Why foreach(c; someString) must yield dchar
Jonathan M Davis
jmdavisprog at gmail.com
Thu Aug 19 11:39:49 PDT 2010
On Thursday, August 19, 2010 07:13:25 Kagamin wrote:
> Jonathan Davis Wrote:
> > bytes and shorts are legitimate values on their own, so it wouldn't
> > make sense to give the type to foreach as long.
>
> Having wider integer always has sense.
>
> > byte or short on its own just fine.
>
> Yes, but odds are that it's a bug. You can easily hit an overflow.
No, it doesn't hurt to have the iteration type larger than the actual type, but
you're not going to have overflow. The value is in the array already. Sure, you
could have had overflow putting it in, but when you're taking it out, you know
that it fits because it was already in there. You could have overflow issues with
math or whatnot inside the body of your loop if you're assigning to the foreach
variable, but that has nothing to do with what you're getting out of the loop.
With string and wstring, you're almost certainly getting a type that is
inappropriate to process by itself.
>
> > So, it's almost a guarantee that the correct type for iterating over a
> > string or wstring is dchar, not char or wchar. String types are just
> > weird that way due to how multibyte unicode encodings work.
>
> If you don't like narrow strings, don't use them. Use dstring. You are free
> to write what you want.
It's fine with me to use narrow strings. Much as I'd love to avoid a lot of these
issues, dstrings take up too much memory if you're going to be doing a lot of
string processing. I'm aware of the issues and can program around them. The
problem is that the default behavior is the abnormal (and therefore almost
certainly buggy) behavior. Generally D tries to make the normal behavior the
behavior that is less likely to cause bugs. Obviously, it doesn't always
succeed, and this case is one of them. Very few people are actually going to
want to deal with code points. They want characters. The result is that it
becomes very easy to make mistakes with strings if you ever try and manipulate
them character-by-character.
>
> > So, since it makes so little sense to iterate over chars or wchars by
> > default, it would make sense to make the default dchar.
>
> It's an iteration over array items. This makes perfect sense.
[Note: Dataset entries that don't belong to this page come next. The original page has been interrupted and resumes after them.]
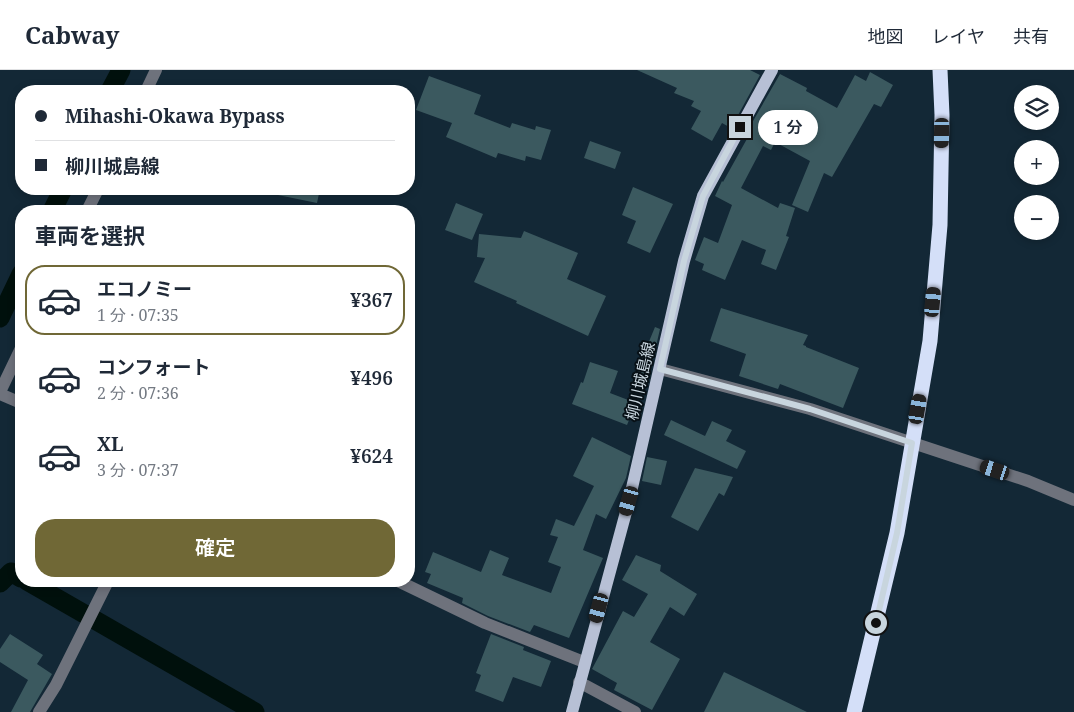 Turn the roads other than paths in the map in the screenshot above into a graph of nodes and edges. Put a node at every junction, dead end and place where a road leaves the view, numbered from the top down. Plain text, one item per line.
1 (156, 70) edge
2 (772, 70) edge
3 (940, 70) edge
4 (149, 85) edge
5 (15, 361) edge
6 (660, 369) junction
7 (0, 393) edge
8 (15, 400) edge
9 (912, 443) junction
10 (1074, 500) edge
11 (105, 587) edge
12 (410, 587) edge
13 (584, 662) junction
14 (579, 682) junction
15 (38, 712) edge
16 (572, 712) edge
17 (635, 712) edge
18 (854, 712) edge

1 - 4 street
2 - 6 main road, 柳川城島線
3 - 9 highway
5 - 7 street
6 - 9 street
6 - 13 main road, 柳川城島線
7 - 8 street
9 - 10 street
9 - 18 highway
11 - 15 street
12 - 13 street
13 - 14 main road, 柳川城島線
14 - 16 main road, 柳川城島線
14 - 17 street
It makes perfect sense for general arrays. It makes perfect sense if you don't
really care about the contents of the array for your algorithm (that is, whether
they're code points or characters or just bytes in memory doesn't matter for
what you're doing). However, if you're actually processing characters, it makes
no sense at all. This mess with foreach and strings is one of the big reasons
why foreach tends to be avoided in std.algorithm.
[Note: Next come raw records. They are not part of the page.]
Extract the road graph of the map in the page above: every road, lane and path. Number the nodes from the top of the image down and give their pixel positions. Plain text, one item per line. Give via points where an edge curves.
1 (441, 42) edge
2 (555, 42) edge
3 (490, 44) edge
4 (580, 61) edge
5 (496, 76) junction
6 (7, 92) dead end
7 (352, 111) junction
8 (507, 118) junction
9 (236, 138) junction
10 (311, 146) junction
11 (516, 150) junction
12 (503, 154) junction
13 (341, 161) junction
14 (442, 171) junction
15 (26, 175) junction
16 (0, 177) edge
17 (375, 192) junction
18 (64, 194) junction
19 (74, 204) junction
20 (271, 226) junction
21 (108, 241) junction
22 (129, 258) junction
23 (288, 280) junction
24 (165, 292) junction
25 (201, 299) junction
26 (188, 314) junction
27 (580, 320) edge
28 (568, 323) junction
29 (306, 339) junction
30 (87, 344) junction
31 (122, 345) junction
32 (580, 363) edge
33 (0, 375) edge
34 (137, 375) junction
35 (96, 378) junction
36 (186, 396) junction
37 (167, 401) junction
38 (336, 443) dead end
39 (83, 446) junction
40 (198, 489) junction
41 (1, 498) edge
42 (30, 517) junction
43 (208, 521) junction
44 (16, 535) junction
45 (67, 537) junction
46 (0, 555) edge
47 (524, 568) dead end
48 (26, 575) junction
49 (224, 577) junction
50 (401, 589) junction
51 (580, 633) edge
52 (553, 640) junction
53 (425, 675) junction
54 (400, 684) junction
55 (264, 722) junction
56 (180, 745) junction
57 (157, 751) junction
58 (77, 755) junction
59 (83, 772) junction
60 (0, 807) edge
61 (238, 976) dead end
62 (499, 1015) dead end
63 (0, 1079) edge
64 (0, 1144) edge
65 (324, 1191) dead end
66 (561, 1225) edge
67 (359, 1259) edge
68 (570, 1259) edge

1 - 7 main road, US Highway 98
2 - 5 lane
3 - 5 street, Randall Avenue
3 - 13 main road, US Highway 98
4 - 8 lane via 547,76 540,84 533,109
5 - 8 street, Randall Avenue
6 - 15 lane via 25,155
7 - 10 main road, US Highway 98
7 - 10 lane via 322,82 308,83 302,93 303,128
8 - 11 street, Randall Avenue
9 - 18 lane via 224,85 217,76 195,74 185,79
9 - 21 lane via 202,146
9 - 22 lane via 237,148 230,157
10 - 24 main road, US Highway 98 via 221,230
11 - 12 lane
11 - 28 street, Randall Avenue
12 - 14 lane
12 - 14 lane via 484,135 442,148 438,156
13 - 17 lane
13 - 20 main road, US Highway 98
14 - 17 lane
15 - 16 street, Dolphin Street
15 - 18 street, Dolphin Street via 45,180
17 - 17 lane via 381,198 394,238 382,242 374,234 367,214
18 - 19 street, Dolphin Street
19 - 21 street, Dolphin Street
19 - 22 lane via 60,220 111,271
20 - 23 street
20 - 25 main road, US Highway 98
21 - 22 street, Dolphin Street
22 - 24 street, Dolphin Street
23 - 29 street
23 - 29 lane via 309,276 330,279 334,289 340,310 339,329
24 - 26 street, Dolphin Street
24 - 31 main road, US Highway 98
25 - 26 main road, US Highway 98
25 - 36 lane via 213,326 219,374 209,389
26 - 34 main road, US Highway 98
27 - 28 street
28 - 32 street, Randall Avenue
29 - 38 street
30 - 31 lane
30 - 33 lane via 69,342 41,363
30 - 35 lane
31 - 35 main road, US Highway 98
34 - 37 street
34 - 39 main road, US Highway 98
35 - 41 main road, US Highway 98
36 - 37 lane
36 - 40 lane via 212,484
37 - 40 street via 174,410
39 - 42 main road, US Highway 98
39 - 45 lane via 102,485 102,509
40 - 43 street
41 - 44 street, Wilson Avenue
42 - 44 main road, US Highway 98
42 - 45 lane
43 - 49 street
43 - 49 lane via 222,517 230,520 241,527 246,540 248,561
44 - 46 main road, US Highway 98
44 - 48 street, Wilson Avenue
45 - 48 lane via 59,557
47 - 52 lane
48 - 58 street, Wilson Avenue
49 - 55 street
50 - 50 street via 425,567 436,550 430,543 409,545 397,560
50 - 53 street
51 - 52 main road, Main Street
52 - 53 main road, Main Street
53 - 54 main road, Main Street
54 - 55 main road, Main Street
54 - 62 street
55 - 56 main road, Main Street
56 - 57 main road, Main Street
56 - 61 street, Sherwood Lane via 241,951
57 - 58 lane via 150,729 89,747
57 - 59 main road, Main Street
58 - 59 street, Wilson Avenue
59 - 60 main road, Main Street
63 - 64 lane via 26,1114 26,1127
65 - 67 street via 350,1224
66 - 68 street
The reality of the matter is that what the container conceptually contains
(characters) and what it actually contains aren't the same. That causes problems
all over the place. Some reasonable workarounds have been found (for instance,
strings are special-cased so that they're not random access ranges), but you
have to special case string all over the place. The only way to avoid it
completely is to just use dstring everywhere, but that doesn't necessarily scale
well, and given the fact that the string module deals almost exclusively with
string rather than wstring or dstring, it really doesn't make sense to use
dstrings in the general case. Not to mention, the Linux I/O stuff uses UTF-8, and
the Windows I/O stuff uses UTF-16, so dstring is less efficient for dealing with
I/O.
Even just making it an error - or at least a warning - to not give the type for
foreach when iterating over UTF-8 and UTF-16 string types would help a lot in
fixing string-related coding errors (so, they can choose char, wchar, or dchar,
but they can't forget to put in the type and get shot in the foot because what
they almost certainly wanted was dchar). However, there's a lot of generic code
which runs into trouble because of this as well. The result is that you
generally have to avoid foreach in generic code.
Perhaps what we need is some way to distinguish between the exact element type
on an array and the conceptual element type. So, for most arrays, they'd both be
whatever the element type of the array is, but for strings the exact element
type would be char, whchar, or dchar while the conceptual type would be dchar.
That way, algorithms that don't care what the actual contents mean can use the
exact element type, and the algorithms that actually care about processing the
contents can use the conceptual element type.